## SUPPLIED ENTRIES:

★ ★ ★ ★

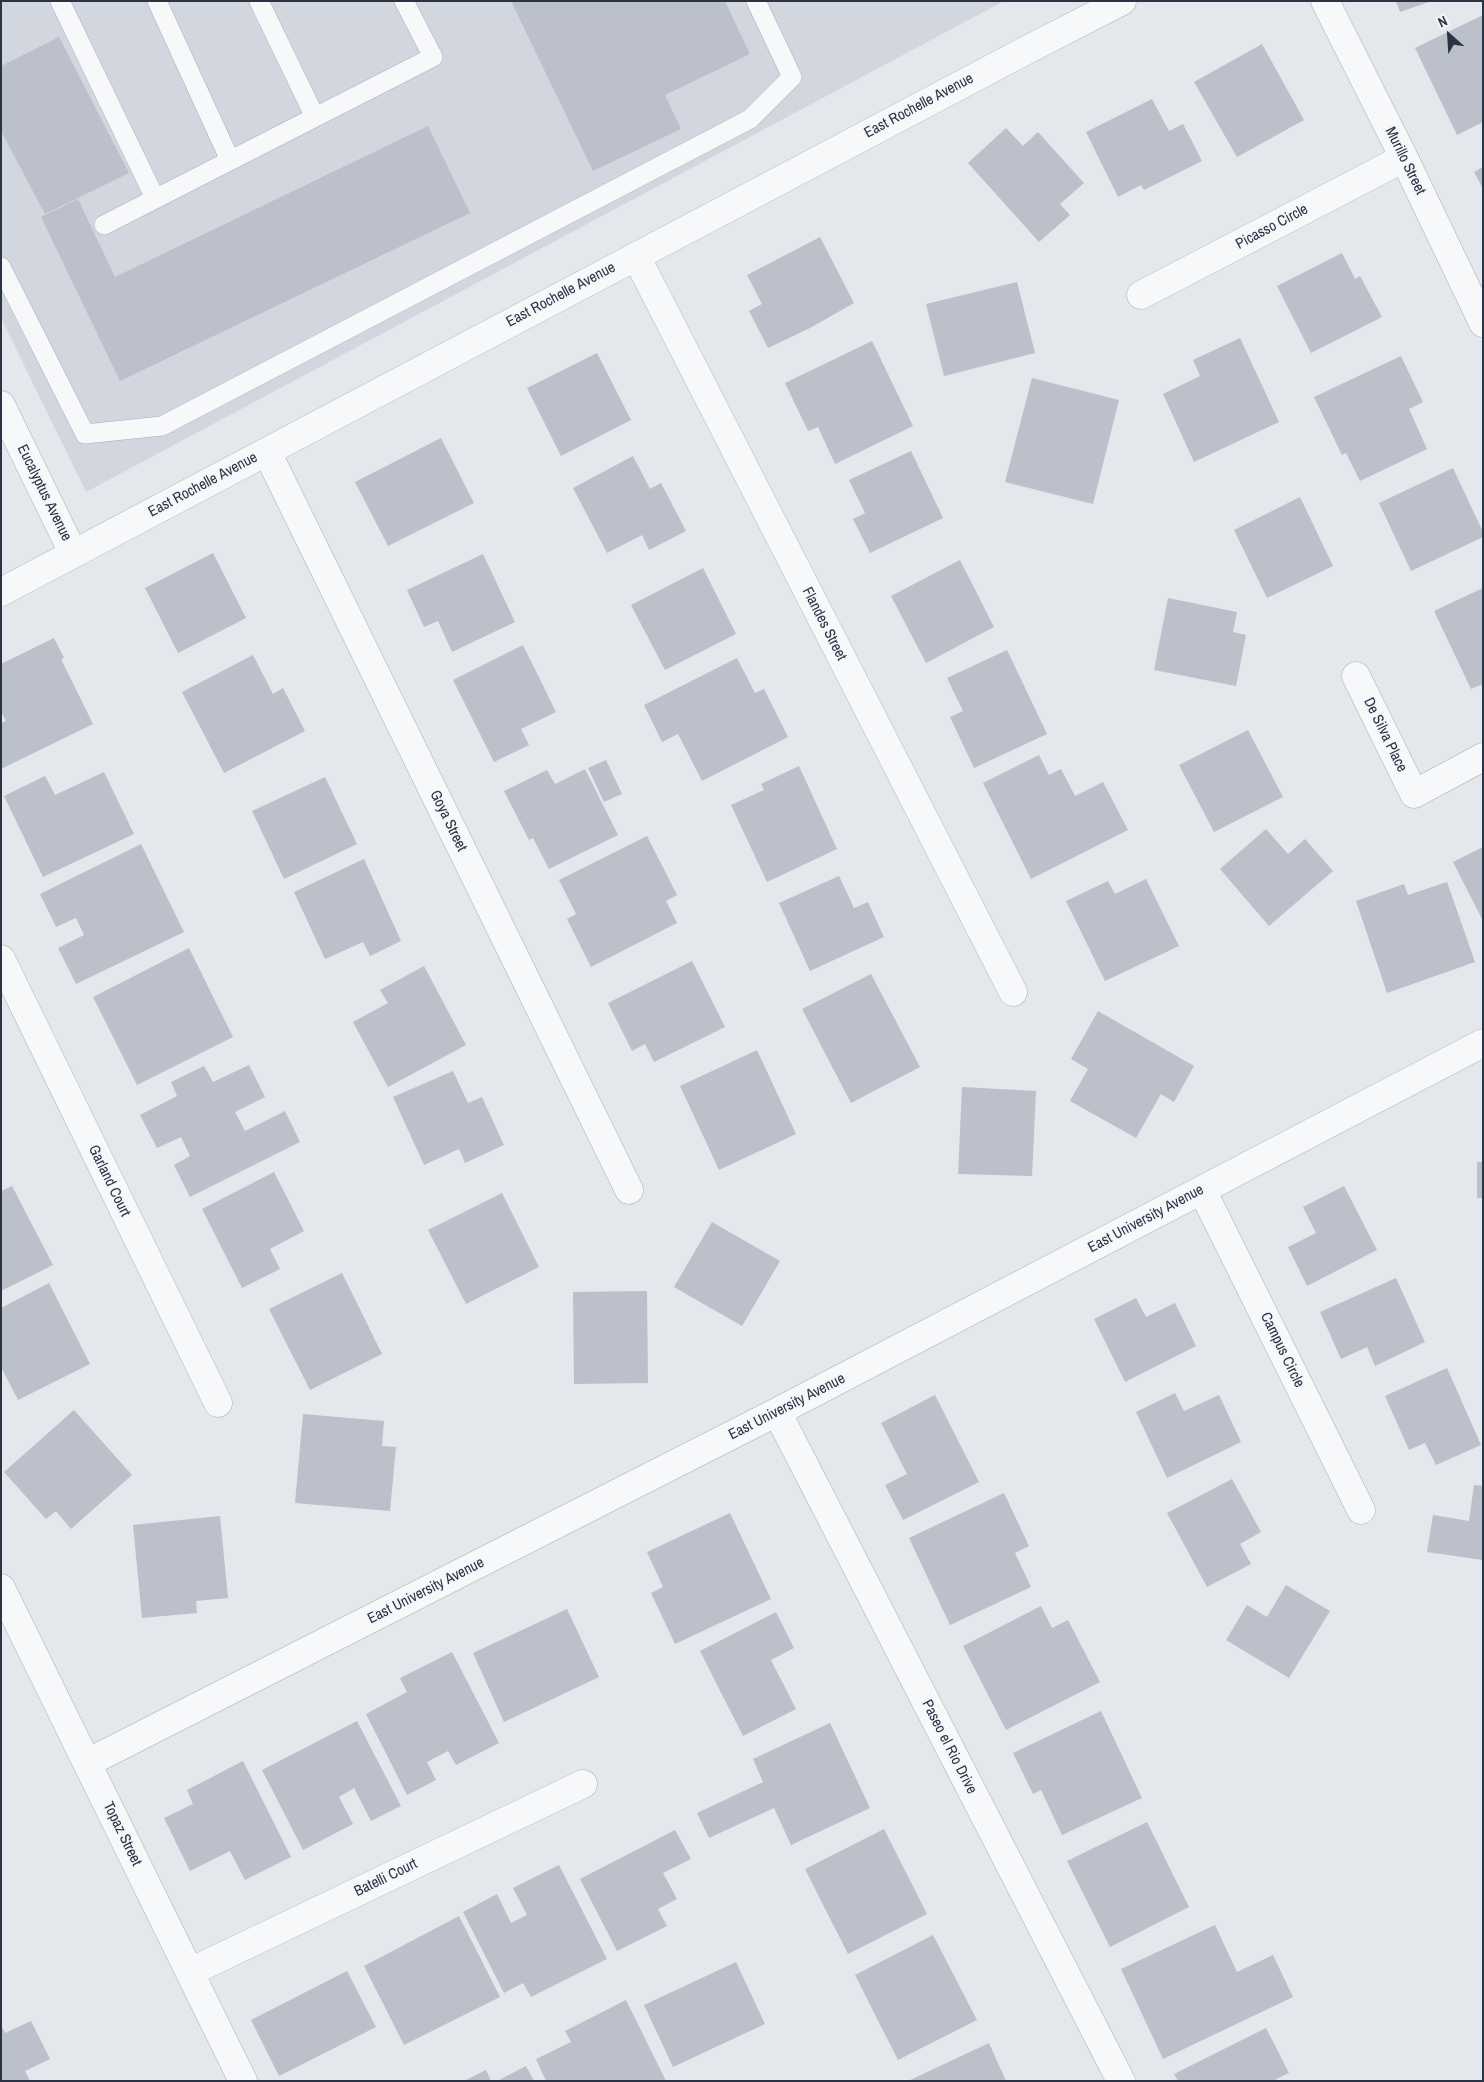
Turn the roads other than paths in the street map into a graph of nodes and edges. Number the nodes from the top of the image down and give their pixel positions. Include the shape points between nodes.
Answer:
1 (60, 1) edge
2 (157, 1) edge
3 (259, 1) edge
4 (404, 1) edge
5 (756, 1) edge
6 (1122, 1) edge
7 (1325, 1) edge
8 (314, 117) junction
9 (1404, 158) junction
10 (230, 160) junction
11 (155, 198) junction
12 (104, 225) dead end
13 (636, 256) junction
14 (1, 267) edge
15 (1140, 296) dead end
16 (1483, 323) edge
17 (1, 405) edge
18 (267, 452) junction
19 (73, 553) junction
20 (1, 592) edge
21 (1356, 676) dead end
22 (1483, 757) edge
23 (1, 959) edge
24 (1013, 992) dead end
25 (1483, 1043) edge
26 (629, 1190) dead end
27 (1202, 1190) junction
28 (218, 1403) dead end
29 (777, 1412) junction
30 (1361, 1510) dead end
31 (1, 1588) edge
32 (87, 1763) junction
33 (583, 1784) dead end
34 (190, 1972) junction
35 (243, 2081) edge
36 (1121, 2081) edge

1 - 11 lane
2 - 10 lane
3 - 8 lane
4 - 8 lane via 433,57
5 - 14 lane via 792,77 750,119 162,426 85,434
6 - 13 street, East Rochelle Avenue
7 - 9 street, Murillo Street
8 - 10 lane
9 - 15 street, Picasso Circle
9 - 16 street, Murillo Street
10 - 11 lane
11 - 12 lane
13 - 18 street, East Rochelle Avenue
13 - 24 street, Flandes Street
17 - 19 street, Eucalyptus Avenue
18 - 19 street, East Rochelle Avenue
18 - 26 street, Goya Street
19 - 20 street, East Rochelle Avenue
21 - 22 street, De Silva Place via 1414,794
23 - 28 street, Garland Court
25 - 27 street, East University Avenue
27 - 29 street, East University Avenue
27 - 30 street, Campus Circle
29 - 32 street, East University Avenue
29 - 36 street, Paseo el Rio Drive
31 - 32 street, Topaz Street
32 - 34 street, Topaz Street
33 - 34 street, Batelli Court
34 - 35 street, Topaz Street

★ ★ ★ ★

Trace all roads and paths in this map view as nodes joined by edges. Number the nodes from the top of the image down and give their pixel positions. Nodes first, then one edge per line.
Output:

★ ★ ★ ★

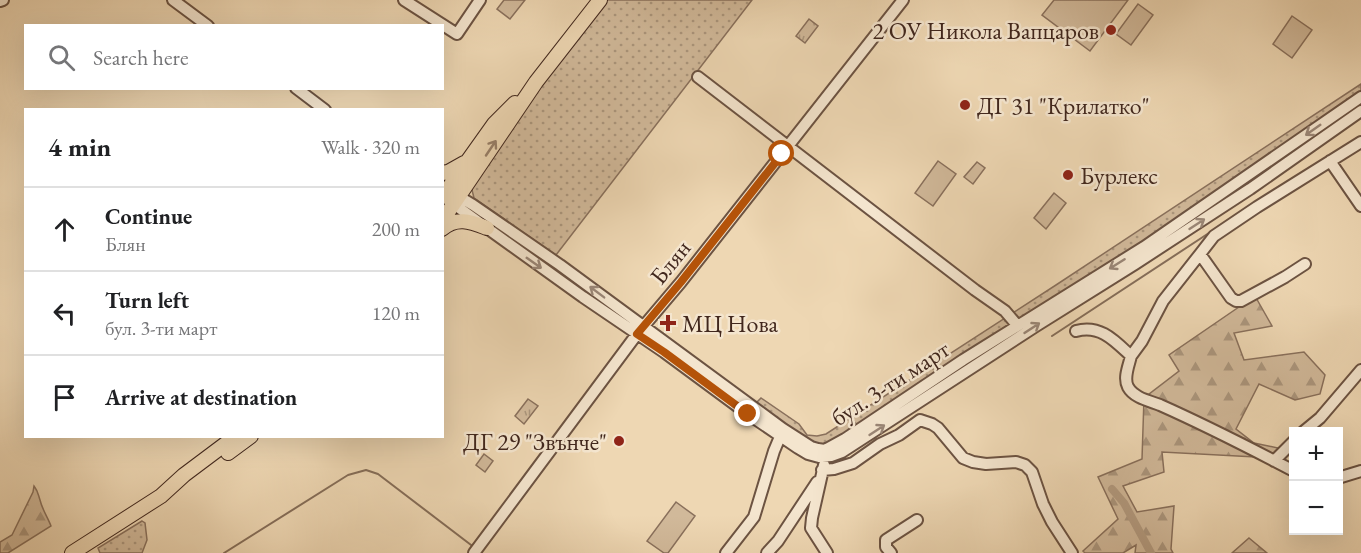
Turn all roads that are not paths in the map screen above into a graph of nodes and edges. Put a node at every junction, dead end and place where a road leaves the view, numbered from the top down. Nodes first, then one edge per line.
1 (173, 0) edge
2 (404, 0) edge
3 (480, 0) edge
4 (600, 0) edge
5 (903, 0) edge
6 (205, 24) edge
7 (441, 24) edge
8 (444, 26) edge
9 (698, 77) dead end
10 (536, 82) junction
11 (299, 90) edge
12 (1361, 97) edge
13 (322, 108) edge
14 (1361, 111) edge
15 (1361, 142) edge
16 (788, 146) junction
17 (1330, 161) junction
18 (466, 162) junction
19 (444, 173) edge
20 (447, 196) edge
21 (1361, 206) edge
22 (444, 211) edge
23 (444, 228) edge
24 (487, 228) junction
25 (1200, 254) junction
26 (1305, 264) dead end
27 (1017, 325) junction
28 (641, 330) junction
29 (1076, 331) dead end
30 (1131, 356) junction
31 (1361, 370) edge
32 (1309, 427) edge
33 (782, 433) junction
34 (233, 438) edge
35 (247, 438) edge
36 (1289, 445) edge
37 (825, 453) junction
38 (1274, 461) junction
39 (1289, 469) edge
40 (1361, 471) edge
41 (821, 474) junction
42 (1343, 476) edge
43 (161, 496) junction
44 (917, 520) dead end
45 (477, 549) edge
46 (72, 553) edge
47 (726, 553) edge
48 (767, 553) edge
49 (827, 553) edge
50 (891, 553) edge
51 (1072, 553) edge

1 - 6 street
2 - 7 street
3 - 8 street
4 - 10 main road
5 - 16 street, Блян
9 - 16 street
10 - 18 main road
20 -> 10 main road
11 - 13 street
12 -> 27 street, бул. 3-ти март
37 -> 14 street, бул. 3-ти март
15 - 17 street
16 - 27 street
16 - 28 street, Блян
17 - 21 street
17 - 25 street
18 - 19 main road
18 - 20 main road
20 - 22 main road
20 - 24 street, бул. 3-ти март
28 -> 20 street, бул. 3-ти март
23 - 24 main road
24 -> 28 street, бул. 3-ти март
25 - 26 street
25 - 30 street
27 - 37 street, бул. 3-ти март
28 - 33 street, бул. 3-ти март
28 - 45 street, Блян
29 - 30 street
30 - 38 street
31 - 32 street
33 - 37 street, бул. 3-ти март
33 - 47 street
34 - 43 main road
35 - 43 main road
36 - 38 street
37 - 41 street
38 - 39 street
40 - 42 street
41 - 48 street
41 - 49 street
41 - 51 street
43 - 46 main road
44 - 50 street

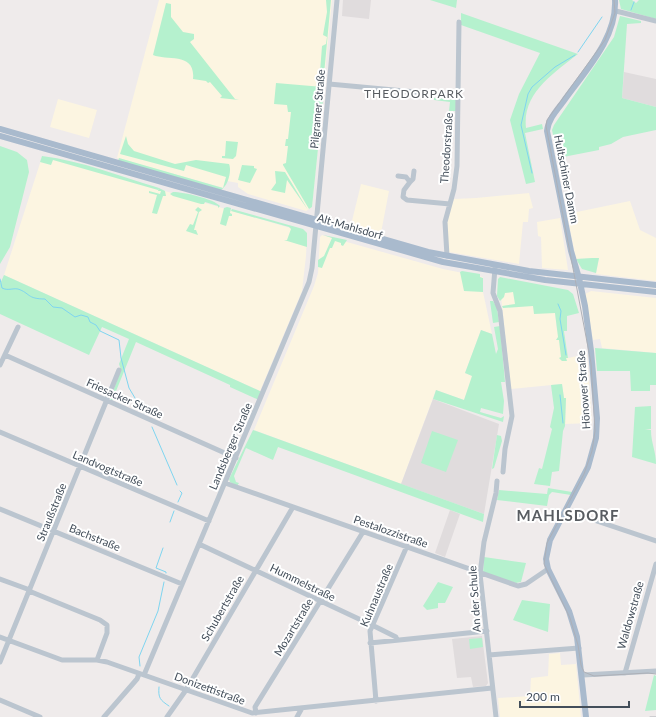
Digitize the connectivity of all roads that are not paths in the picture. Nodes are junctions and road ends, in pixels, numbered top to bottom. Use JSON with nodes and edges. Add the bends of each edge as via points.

★ ★ ★ ★

## REQUIRED ACTION:
Your answer should consist of copies of the lines above that include the string "points".

## REPLY TO THE TASK:
Turn the roads other than paths in the street map into a graph of nodes and edges. Number the nodes from the top of the image down and give their pixel positions. Include the shape points between nodes.
Digitize the connectivity of all roads that are not paths in the picture. Nodes are junctions and road ends, in pixels, numbered top to bottom. Use JSON with nodes and edges. Add the bends of each edge as via points.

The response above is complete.